Maybe you have built your routine around a system that have reinvented the wheel? I think FreeBSD knowledge degrades more slowly than that of Linux distros.

- I'm just not an OS dev.

That's how I feel when I enter the chaotic Linux world. Do you think my life revolve around keeping up with this shit? :)

hecifato

8 hours ago

> That's how I feel when I enter the chaotic Linux world.

I feel that as a Linux user. I really like Linux, I use it on my desktop and it runs all my servers. Delving into forum posts to find some solution to a specific problem can be exhausting. Sometimes you get a top result from like 2011 and it is out of date so you then need to spend X minutes trying to look up something more recent.

ssl-3

6 hours ago

You haven't really gone 'round the block in the world of quasi-modern Linux until you're Googling for answers and guidance to what seems like some obscure issue, wherein: The noise is intense and replete with bad answers, unanswered questions, lack of report (positive? negative? how 'bout "none"?), and dumb SEO spam.

Time passes (how much time? are the birds singing yet?) as you keep slogging through that endless sea of muck.

Finally, you run across an old post on some forum where the person not only wrote about the problem, but also the cause of the problem -- and the answer.

So you're reading along, working to once again evaluate whether your problem matches their problem. And the more you read, the more familiar it all seems... like you've been there before.

"It can't be," you say to yourself.

But you scroll back up to the top of the comment and look at the author's name anyway.

And yep, sure as anything: It was you. Six years ago, you wrote about that exact problem yourself and posted a perfectly-cromulent solution to it.

So you fix it (again), note that the birds are in fact singing, and to try to sleep for a bit while pondering your life's choices: You could have found a hobby in origami or perhaps woodworking. Maybe worked as a Mennonite tradesman producing leather goods, or as a carpenter (even an Amish one if any of that seemed too high-tech).
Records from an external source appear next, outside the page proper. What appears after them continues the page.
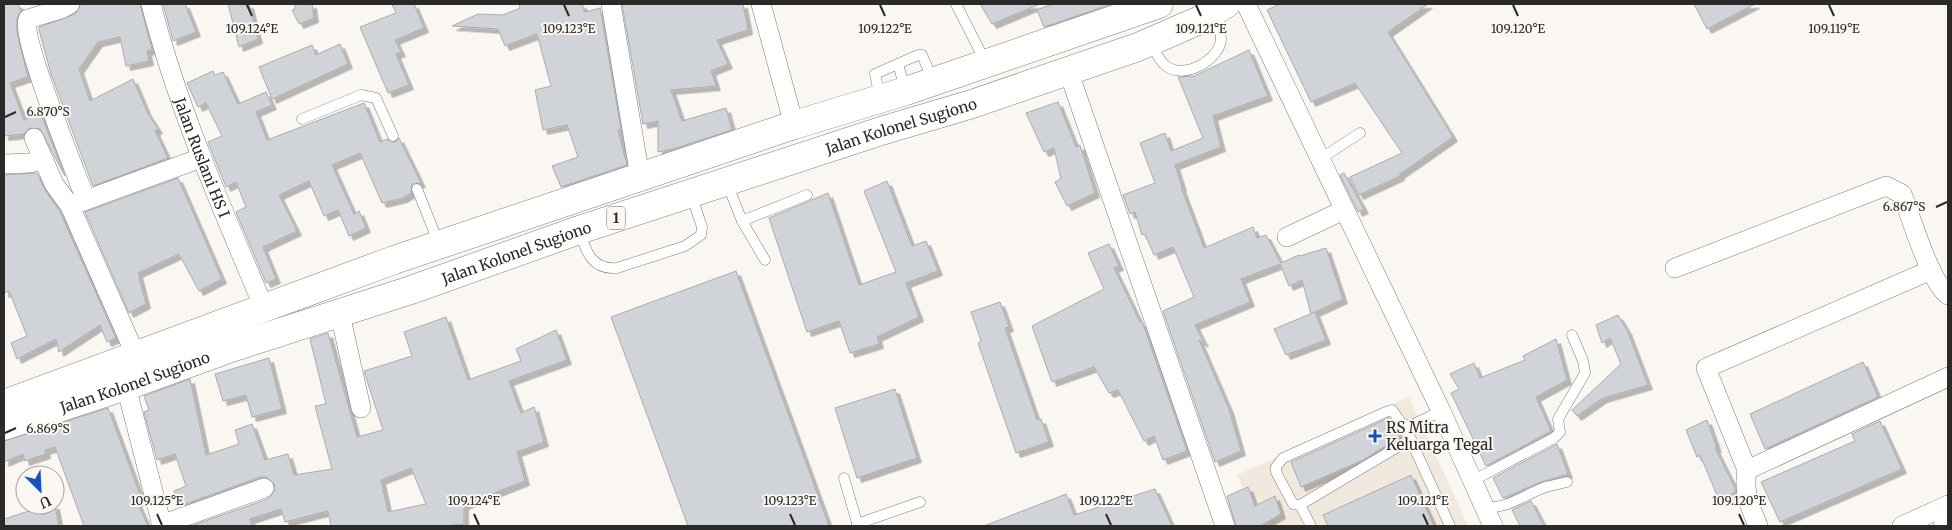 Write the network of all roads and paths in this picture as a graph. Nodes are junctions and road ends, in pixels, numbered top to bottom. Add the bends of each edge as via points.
1 (70, 4) edge
2 (151, 4) edge
3 (611, 4) edge
4 (761, 4) edge
5 (956, 4) edge
6 (1159, 4) edge
7 (1246, 4) edge
8 (1220, 8) edge
9 (1151, 42) junction
10 (898, 64) junction
11 (986, 64) junction
12 (1068, 70) junction
13 (933, 81) junction
14 (893, 95) junction
15 (302, 119) dead end
16 (794, 125) junction
17 (1360, 133) dead end
18 (393, 136) dead end
19 (34, 138) dead end
20 (715, 152) junction
21 (201, 158) junction
22 (42, 159) junction
23 (1320, 159) junction
24 (4, 164) edge
25 (640, 177) junction
26 (726, 182) junction
27 (418, 189) dead end
28 (691, 193) junction
29 (807, 195) dead end
30 (78, 203) junction
31 (1344, 210) junction
32 (742, 221) junction
33 (579, 230) junction
34 (1287, 237) dead end
35 (440, 244) junction
36 (765, 260) dead end
37 (1675, 268) dead end
38 (1931, 270) junction
39 (1948, 295) edge
40 (264, 308) junction
41 (340, 314) junction
42 (1572, 335) dead end
43 (136, 356) junction
44 (1948, 377) edge
45 (126, 386) junction
46 (4, 404) edge
47 (361, 408) dead end
48 (1441, 411) junction
49 (1404, 425) junction
50 (4, 426) edge
51 (1411, 439) junction
52 (1747, 470) junction
53 (844, 478) dead end
54 (1472, 481) junction
55 (1567, 482) dead end
56 (264, 488) dead end
57 (920, 502) dead end
58 (1300, 505) junction
59 (1948, 505) edge
60 (1484, 507) junction
61 (1948, 524) edge
62 (858, 525) edge
63 (162, 526) edge
64 (1225, 526) edge
65 (1311, 526) edge
66 (1450, 526) edge
67 (1493, 526) edge
68 (1758, 526) edge
69 (1902, 526) edge
70 (1943, 526) edge

1 - 30 street via 28,19 26,24 32,54
2 - 21 street, Jalan Ruslani HS I
3 - 25 street
4 - 16 street
5 - 11 lane
6 - 11 highway, Jalan Kolonel Sugiono / 1
7 - 23 street
8 - 9 highway, Jalan Kolonel Sugiono / 1
8 - 9 lane via 1219,47 1213,57 1199,65 1188,70 1172,69 1166,66
9 - 12 highway, Jalan Kolonel Sugiono / 1
10 - 13 lane via 922,55
10 - 14 lane
10 - 14 lane via 875,74
11 - 13 highway, Jalan Kolonel Sugiono / 1
12 - 26 highway, Jalan Kolonel Sugiono / 1
12 - 64 street
13 - 14 highway, Jalan Kolonel Sugiono / 1
14 - 16 highway, Jalan Kolonel Sugiono / 1
15 - 18 lane via 361,95 371,96 379,103
16 - 20 highway, Jalan Kolonel Sugiono / 1
17 - 23 lane
19 - 22 street
20 - 25 highway, Jalan Kolonel Sugiono / 1
20 - 26 highway
21 - 30 street
21 - 40 street, Jalan Ruslani HS I
22 - 24 street
22 - 30 street via 59,194
23 - 31 street
25 - 35 highway, Jalan Kolonel Sugiono / 1
26 - 28 highway, Jalan Kolonel Sugiono / 1
26 - 32 lane
27 - 35 lane
28 - 33 highway, Jalan Kolonel Sugiono / 1
28 - 33 lane via 702,227 701,235 685,246 606,269 597,265
29 - 32 lane
30 - 43 street
31 - 34 street
31 - 48 street
32 - 36 lane
33 - 41 highway, Jalan Kolonel Sugiono / 1
35 - 40 highway, Jalan Kolonel Sugiono / 1
37 - 38 street via 1886,186 1902,194
38 - 39 street
38 - 52 street via 1706,368
40 - 43 highway, Jalan Kolonel Sugiono / 1
41 - 45 highway, Jalan Kolonel Sugiono / 1 via 228,349
41 - 47 street
42 - 54 lane via 1585,373 1558,419 1560,432
43 - 46 highway, Jalan Kolonel Sugiono / 1
44 - 52 street
45 - 50 highway, Jalan Kolonel Sugiono / 1
45 - 63 street
48 - 49 lane via 1412,425
48 - 54 street
49 - 51 lane
49 - 58 lane via 1392,410 1388,411 1283,458 1276,472 1293,504
51 - 58 lane
51 - 66 lane
52 - 68 street via 1744,486
53 - 62 lane
54 - 60 street
55 - 60 lane via 1543,488 1496,508
56 - 63 street
57 - 62 lane
58 - 65 lane
59 - 69 street
60 - 67 street
61 - 70 street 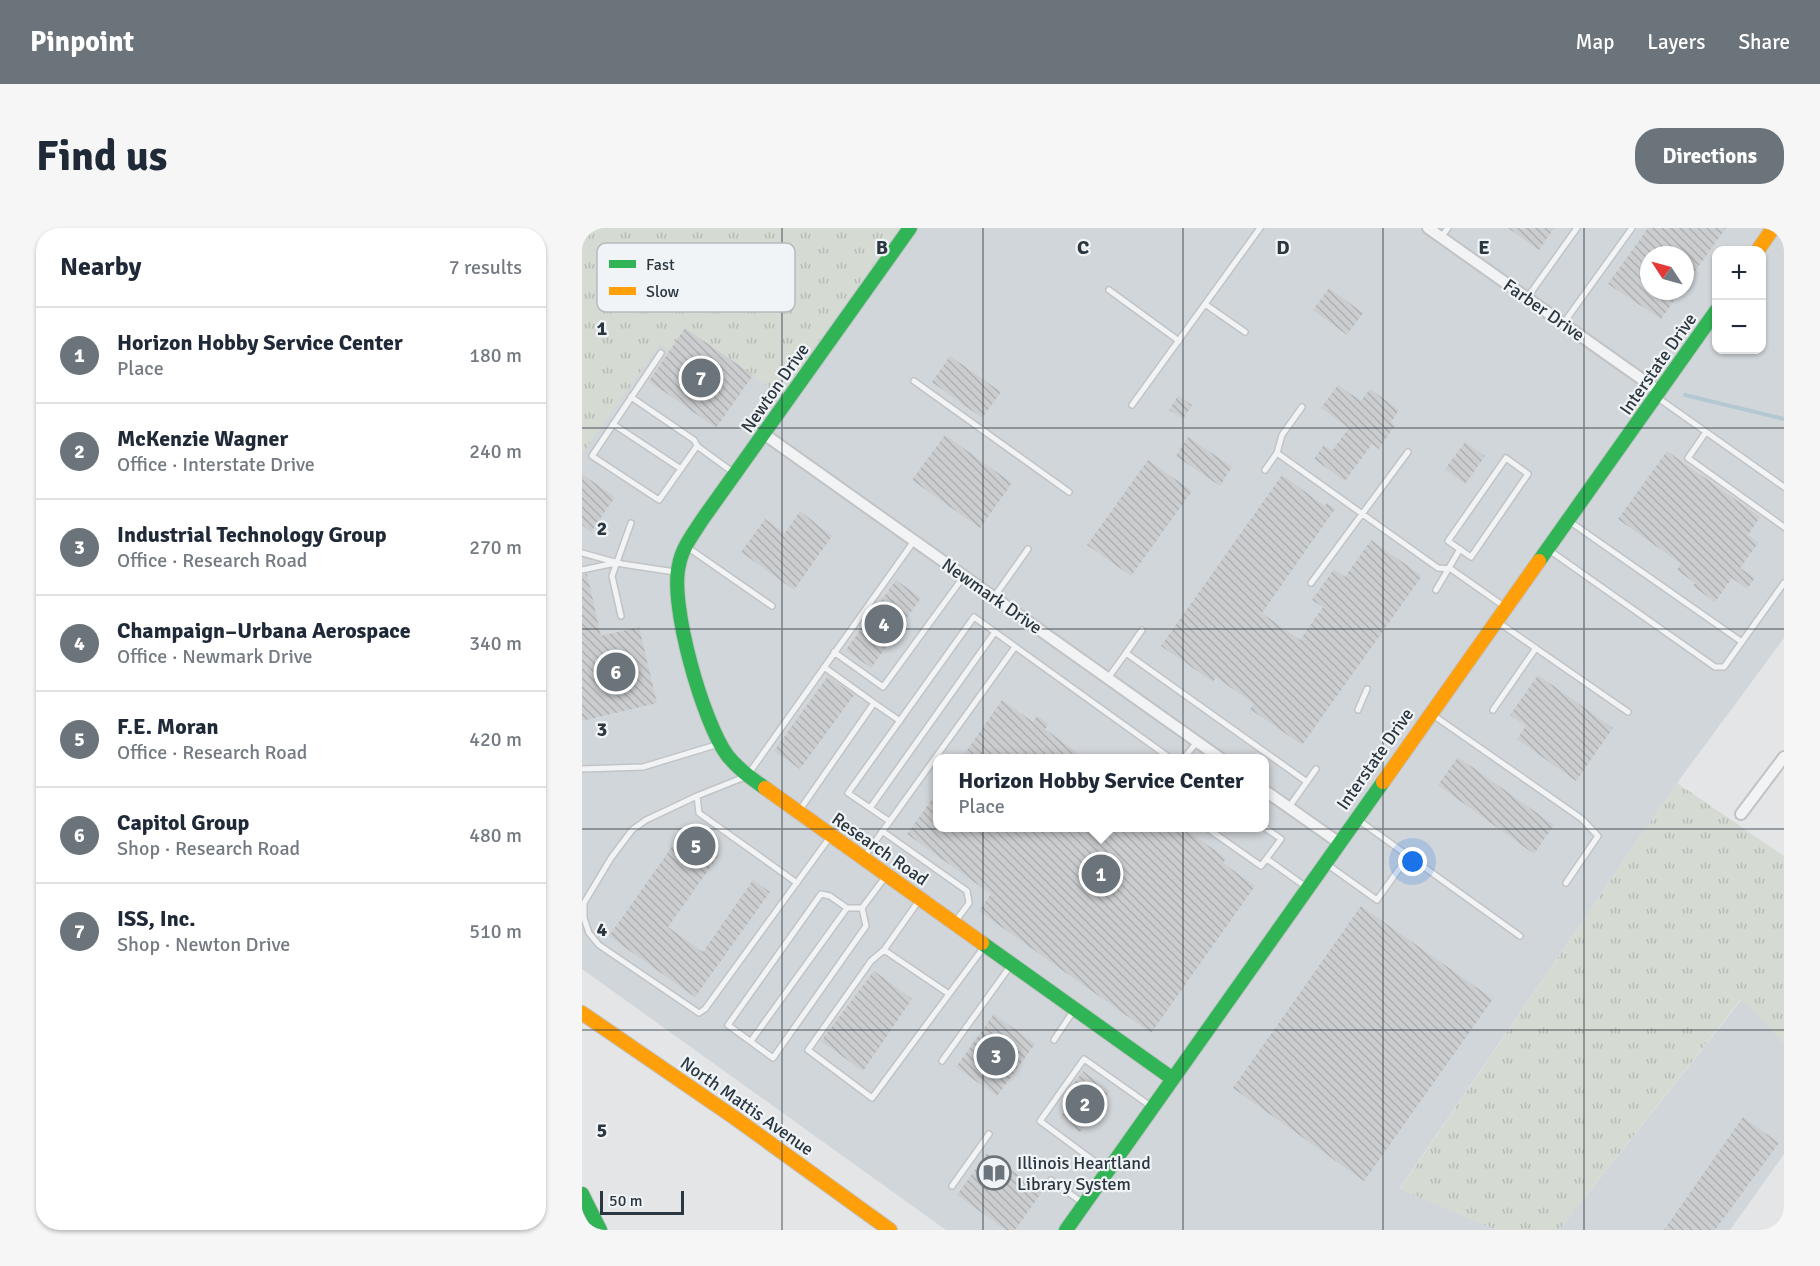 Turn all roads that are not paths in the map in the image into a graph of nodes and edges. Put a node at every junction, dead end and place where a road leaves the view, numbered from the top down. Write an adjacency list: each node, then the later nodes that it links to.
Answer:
1 (910, 228): 24 (main road, Newton Drive)
2 (1260, 228): 11 (lane)
3 (1428, 228): 7 (street, Farber Drive)
4 (1577, 228): 10 (lane)
5 (1632, 228): 13 (lane)
6 (1773, 228): 8 (main road)
7 (1445, 233): 10 (street, Farber Drive)
8 (1761, 246)
9 (1108, 290): 15 (lane)
10 (1527, 298): 13 (street, Farber Drive)
11 (1205, 304): 14 (lane); 15 (lane)
12 (1712, 317): 18 (main road, Interstate Drive)
13 (1563, 324): 18 (street, Farber Drive)
14 (1245, 332)
15 (1179, 340): 20 (lane)
16 (661, 353): 19 (lane)
17 (914, 381): 32 (lane)
18 (1658, 394): 23 (lane); 34 (main road, Interstate Drive)
19 (632, 397): 22 (lane); 25 (lane)
20 (1132, 405)
21 (1302, 406): 27 (lane)
22 (613, 424): 28 (lane); 28 (lane)
23 (1706, 432): 31 (lane); 36 (lane)
24 (764, 434): 30 (main road, Newton Drive); 37 (street, Newmark Drive)
25 (698, 447): 28 (lane); 30 (lane)
26 (1407, 452): 33 (lane)
27 (1277, 453): 29 (lane); 33 (lane)
28 (681, 470)
29 (1265, 470)
30 (736, 474): 38 (main road, Newton Drive)
31 (1784, 487)
32 (1069, 492)
33 (1362, 513): 44 (lane); 48 (lane)
34 (1568, 521): 41 (main road, Interstate Drive); 58 (lane)
35 (631, 523): 43 (lane)
36 (1784, 527)
37 (914, 541): 47 (street, Newmark Drive); 61 (lane)
38 (685, 546): 46 (main road, Newton Drive); 52 (lane)
39 (1028, 549): 51 (lane)
40 (1460, 549): 40 (lane); 44 (lane)
41 (1548, 549): 53 (main road, Interstate Drive); 58 (lane)
42 (582, 554): 43 (lane)
43 (616, 563): 45 (lane); 46 (lane); 54 (lane)
44 (1451, 568): 50 (lane); 53 (lane)
45 (582, 570)
46 (676, 572): 73 (main road, Research Road)
47 (964, 576): 51 (street, Newmark Drive); 61 (lane)
48 (1311, 583)
49 (1784, 584): 58 (lane)
50 (1436, 590)
51 (994, 597): 64 (street, Newmark Drive)
52 (772, 606)
53 (1506, 608): 55 (main road, Interstate Drive)
54 (621, 616)
55 (1497, 621): 60 (lane); 70 (main road, Interstate Drive)
56 (1142, 630): 62 (lane)
57 (995, 632): 59 (lane); 71 (lane); 89 (lane)
58 (1742, 642)
59 (1015, 647): 74 (lane); 75 (lane)
60 (1536, 648): 68 (lane); 69 (lane)
61 (834, 652): 63 (lane)
62 (1126, 653): 64 (lane); 78 (lane)
63 (824, 668): 66 (lane); 84 (lane)
64 (1108, 678): 72 (street, Newmark Drive)
65 (1367, 689): 67 (lane)
66 (874, 703): 71 (lane); 90 (lane)
67 (1358, 710)
68 (1492, 710)
69 (1628, 712)
70 (1430, 713): 92 (main road, Interstate Drive); 104 (lane)
71 (900, 721): 89 (lane)
72 (1197, 742): 76 (lane); 77 (street, Newmark Drive)
73 (719, 744): 82 (lane); 84 (main road, Research Road)
74 (938, 754)
75 (1163, 754)
76 (1188, 754)
77 (1213, 754)
78 (1268, 754)
79 (1269, 755): 85 (lane)
80 (1784, 757): 91 (street)
81 (933, 760): 93 (lane)
82 (582, 769)
83 (1316, 769): 85 (lane)
84 (747, 776): 87 (lane); 90 (main road, Research Road)
85 (1307, 782): 88 (lane)
86 (1269, 793): 88 (street)
87 (697, 796): 105 (lane); 105 (lane)
88 (1289, 807): 98 (street)
89 (870, 808): 93 (lane)
90 (798, 812): 97 (main road, Research Road)
91 (1741, 814)
92 (1356, 818): 98 (main road, Interstate Drive); 99 (lane)
93 (889, 821): 94 (lane)
94 (882, 831): 100 (lane); 110 (lane)
95 (1269, 831): 101 (lane)
96 (1213, 832): 101 (lane)
97 (831, 836): 100 (main road, Research Road); 105 (lane)
98 (1338, 842): 102 (main road, Interstate Drive)
99 (1409, 855): 102 (lane); 111 (lane)
100 (863, 858): 103 (main road, Research Road)
101 (1267, 859): 106 (lane)
102 (1324, 862): 106 (main road, Interstate Drive)
103 (886, 875): 107 (main road, Research Road); 109 (lane)
104 (1566, 883)
105 (797, 884)
106 (1306, 887): 121 (main road, Interstate Drive)
107 (920, 899): 110 (main road, Research Road); 113 (lane)
108 (847, 908): 109 (lane); 119 (lane); 119 (lane)
109 (862, 908): 119 (lane)
110 (954, 923): 112 (main road, Research Road)
111 (1520, 936)
112 (985, 945): 114 (main road, Research Road); 115 (lane)
113 (884, 950): 115 (lane); 115 (lane)
114 (1011, 964): 116 (main road, Research Road); 120 (lane)
115 (949, 994)
116 (1075, 1009): 118 (lane); 121 (main road, Research Road)
117 (582, 1013): 130 (main road, North Mattis Avenue)
118 (1054, 1040)
119 (751, 1041)
120 (942, 1061)
121 (1173, 1078): 122 (main road, Interstate Drive)
122 (1152, 1108): 124 (main road, Interstate Drive); 124 (lane)
123 (989, 1134): 126 (lane)
124 (1107, 1171): 128 (main road, Interstate Drive)
125 (1051, 1180): 128 (lane)
126 (952, 1186)
127 (582, 1194): 129 (main road)
128 (1084, 1204): 131 (main road, Interstate Drive)
129 (600, 1230)
130 (890, 1230)
131 (1066, 1230)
But you didn't. You chose this path instead. It could have all been so simple, but it isn't.

laxd

8 hours ago

Addendum: I've used FreeBSD as my daily driver (I hate that term) since around 2004. Including through cs/math university. With Windows in a VM for "I need it". The longer I've used it the more I'm annoyed by the trivialities of Linux distro management. And the bugs that happens between ill fitting parts composed by underfunded distro developers.

And I didn't mean to imply that FreeBSD is stale. There is big stuff happening continuously. Right now it's compatibility with Linux Wifi drivers, which will make FreeBSD more laptop-able. And pkgbase, which brings some of the compile-your-self flexibility of FreeBSD to binary management, and merges the two tools that decides what makes up your system into one. And kinda makes FreeBSD into the slim system that people already claims it to be.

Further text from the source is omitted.